Capture and immobilization of gaseous ruthenium tetroxide RuO4 in the UiO-66-NH2 metal–organic framework

Abstract

¹⁰⁶Ru is a radioactive isotope usually generated by the nuclear industry within power plant reactors. During a nuclear accident, ¹⁰⁶Ru reacts with oxygen, leading to the production of highly volatile ruthenium tetroxide RuO₄. The combination of volatility and radioactivity makes ¹⁰⁶RuO₄, one of the most radiotoxic species and justifies the development of a specific setup for its capture and immobilization. In this study, we report for the first time the capture and immobilization of gaseous RuO₄ within a porous metal–organic framework (UiO-66-NH₂). We used specific installation for the production of gaseous RuO₄ as well as for the quantification of this gas trapped within the filtering medium.
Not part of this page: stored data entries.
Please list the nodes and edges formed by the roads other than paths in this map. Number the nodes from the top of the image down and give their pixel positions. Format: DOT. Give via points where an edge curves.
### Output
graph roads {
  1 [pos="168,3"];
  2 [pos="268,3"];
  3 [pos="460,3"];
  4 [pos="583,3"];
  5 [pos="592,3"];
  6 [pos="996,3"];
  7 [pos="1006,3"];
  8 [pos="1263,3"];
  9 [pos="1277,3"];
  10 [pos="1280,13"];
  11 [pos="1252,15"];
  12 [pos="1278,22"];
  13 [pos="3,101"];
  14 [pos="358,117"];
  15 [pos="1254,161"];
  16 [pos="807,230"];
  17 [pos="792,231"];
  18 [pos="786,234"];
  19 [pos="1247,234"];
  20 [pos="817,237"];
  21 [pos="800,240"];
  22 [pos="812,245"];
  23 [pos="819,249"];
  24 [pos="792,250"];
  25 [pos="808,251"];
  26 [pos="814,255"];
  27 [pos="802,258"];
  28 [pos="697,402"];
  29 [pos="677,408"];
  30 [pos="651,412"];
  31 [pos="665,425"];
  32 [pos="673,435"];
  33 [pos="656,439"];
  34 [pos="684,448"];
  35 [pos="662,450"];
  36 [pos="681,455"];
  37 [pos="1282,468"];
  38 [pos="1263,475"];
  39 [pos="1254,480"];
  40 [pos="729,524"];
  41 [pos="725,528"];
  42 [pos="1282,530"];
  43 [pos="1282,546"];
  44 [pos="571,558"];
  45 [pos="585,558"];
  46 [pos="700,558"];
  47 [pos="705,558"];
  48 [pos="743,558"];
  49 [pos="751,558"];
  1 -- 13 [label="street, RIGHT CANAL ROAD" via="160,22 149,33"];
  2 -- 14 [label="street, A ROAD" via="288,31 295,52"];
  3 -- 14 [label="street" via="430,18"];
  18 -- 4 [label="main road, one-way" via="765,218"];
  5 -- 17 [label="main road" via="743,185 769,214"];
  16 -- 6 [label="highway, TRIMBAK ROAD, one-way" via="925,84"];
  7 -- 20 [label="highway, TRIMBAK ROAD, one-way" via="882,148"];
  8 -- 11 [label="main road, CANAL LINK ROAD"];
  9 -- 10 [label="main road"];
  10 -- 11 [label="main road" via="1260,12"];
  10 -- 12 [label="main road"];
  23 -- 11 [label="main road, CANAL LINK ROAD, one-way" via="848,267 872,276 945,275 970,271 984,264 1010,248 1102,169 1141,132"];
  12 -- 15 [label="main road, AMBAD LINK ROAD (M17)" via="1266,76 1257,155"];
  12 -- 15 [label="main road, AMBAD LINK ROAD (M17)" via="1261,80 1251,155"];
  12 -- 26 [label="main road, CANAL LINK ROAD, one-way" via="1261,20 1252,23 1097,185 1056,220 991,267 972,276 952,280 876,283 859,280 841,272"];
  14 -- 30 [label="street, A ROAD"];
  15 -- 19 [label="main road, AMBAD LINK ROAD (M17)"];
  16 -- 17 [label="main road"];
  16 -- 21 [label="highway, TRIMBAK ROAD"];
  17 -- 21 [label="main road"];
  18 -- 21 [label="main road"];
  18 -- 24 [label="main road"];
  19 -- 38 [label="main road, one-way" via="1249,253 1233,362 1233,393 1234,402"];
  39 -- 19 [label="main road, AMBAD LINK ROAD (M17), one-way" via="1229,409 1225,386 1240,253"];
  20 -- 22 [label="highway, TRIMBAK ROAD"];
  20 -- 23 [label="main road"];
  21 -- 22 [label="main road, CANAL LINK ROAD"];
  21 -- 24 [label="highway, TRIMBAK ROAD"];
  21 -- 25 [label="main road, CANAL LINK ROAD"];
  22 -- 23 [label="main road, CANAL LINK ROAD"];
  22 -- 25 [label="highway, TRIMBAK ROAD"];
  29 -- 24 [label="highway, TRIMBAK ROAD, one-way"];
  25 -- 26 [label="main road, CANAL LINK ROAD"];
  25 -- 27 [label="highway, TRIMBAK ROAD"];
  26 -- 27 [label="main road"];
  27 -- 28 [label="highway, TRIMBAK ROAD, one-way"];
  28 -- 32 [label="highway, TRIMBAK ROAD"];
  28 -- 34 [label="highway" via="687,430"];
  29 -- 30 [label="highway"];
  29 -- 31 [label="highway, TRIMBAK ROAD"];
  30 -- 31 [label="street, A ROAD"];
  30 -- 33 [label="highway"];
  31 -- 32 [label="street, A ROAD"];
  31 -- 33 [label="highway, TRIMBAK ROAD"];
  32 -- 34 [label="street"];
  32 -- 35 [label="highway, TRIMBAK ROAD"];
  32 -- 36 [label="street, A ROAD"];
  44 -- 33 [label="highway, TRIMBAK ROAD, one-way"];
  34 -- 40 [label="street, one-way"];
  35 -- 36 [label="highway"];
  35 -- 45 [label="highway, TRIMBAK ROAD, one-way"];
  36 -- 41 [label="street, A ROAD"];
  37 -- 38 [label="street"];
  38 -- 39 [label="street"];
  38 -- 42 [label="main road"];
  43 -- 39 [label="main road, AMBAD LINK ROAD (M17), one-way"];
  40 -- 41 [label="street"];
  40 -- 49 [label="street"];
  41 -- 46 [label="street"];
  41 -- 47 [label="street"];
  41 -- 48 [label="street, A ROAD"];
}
We proved that UiO-66-NH₂ has remarkable affinity for RuO₄ capture, as this MOF exhibited the worldwide highest RuO₄ decontamination factor (DF of 5745), hundreds of times higher than the DF values of sorbents daily used by the nuclear industry (zeolites or activated charcoal). The efficiency of UiO-66-NH₂ can be explained by its pore diameters well adapted to the capture and immobilization of RuO₄ as well as its conversion into stable RuO₂ within the pores. This conversion corresponds to the reactivity of RuO₄ with the MOF organic sub-network, leading to the oxidation of terephthalate ligands. As proved by powder X-ray diffraction and NMR techniques, these modifications did not decompose the MOF structure.